Figure 4.

PVS3 promoter is controlled by both SIPK and WIPK. A, Scheme of reporter and effector plasmids used in transient assays. The reporter plasmid PVS3 promoter fragment (positions −2,334 to +30) was translationally fused to the GUS gene containing intron (GUSint). The effector plasmid estradiol-inducible promoter was fused to the StMEK1^DD gene. B, Half leaf of gene-silenced N. benthamiana was coinfiltrated with a mixture of Agrobacterium harboring PVS3::GUSint (reporter) or pER8::StMEK1^DD (effector). Estradiol (10 μm) was injected 48 h after agroinfiltration to activate the effector. GUS activities driven by PVS3 promoter in response to StMEK1^DD were measured in gene-silenced N. benthamiana by PVX (PVX-control [PVX], WIPK [PVX:W], SIPK [PVX:S], SIPK/WIPK [PVX:S/W]) 24 h after estradiol injection. Results are presented as relative values calibrated by GUS activity, which were measured by fluorometric quantitation of 4-MU, under the control of 35S promoter in another half leaf.

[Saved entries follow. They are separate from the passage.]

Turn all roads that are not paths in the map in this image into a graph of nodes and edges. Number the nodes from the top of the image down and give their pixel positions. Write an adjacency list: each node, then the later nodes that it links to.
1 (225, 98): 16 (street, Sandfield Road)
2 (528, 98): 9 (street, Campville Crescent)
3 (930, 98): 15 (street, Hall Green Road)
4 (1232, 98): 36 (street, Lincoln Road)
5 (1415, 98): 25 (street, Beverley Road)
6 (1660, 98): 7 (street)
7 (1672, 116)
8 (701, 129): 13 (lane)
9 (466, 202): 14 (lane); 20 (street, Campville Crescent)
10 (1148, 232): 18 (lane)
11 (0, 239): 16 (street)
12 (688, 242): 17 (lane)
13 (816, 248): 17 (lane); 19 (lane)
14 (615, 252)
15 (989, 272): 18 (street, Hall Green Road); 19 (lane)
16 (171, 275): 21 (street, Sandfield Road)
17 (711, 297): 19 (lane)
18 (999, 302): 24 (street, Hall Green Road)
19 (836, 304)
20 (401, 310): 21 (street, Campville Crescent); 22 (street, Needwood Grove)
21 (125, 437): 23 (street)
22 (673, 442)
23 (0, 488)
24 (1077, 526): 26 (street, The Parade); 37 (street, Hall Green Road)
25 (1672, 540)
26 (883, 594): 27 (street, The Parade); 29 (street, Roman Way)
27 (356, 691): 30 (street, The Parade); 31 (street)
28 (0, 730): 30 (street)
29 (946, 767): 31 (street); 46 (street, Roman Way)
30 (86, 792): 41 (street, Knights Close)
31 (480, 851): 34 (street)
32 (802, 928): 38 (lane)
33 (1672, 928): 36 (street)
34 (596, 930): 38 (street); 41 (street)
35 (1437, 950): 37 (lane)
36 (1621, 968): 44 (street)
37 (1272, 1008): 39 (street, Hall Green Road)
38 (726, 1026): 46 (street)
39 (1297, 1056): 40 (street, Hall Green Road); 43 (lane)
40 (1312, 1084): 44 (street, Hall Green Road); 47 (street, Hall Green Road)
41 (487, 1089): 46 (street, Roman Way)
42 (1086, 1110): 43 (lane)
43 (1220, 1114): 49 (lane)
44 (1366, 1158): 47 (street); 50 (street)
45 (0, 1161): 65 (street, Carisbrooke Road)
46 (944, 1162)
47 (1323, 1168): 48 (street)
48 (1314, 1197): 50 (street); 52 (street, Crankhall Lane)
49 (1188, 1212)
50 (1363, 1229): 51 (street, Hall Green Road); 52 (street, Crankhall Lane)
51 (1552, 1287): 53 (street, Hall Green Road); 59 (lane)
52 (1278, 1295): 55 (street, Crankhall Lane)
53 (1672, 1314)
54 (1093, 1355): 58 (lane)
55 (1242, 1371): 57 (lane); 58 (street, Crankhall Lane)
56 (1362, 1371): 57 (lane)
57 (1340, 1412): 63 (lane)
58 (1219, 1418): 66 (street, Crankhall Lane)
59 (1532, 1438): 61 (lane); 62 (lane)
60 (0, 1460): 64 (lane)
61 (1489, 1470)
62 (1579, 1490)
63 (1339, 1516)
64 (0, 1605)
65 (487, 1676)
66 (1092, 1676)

The PVX-control with StMEK1^DD was arbitrarily assigned as 100% value against which all other values were plotted. C, Expression profiles of EAS in the gene-silenced N. benthamiana. Total RNA was isolated from gene-silenced N. benthamiana leaves after infiltration with Agrobacterium harboring 35S::StMEK1^DD, and transcript levels of WIPK, SIPK, and EAS were determined by RNA gel-blot hybridization.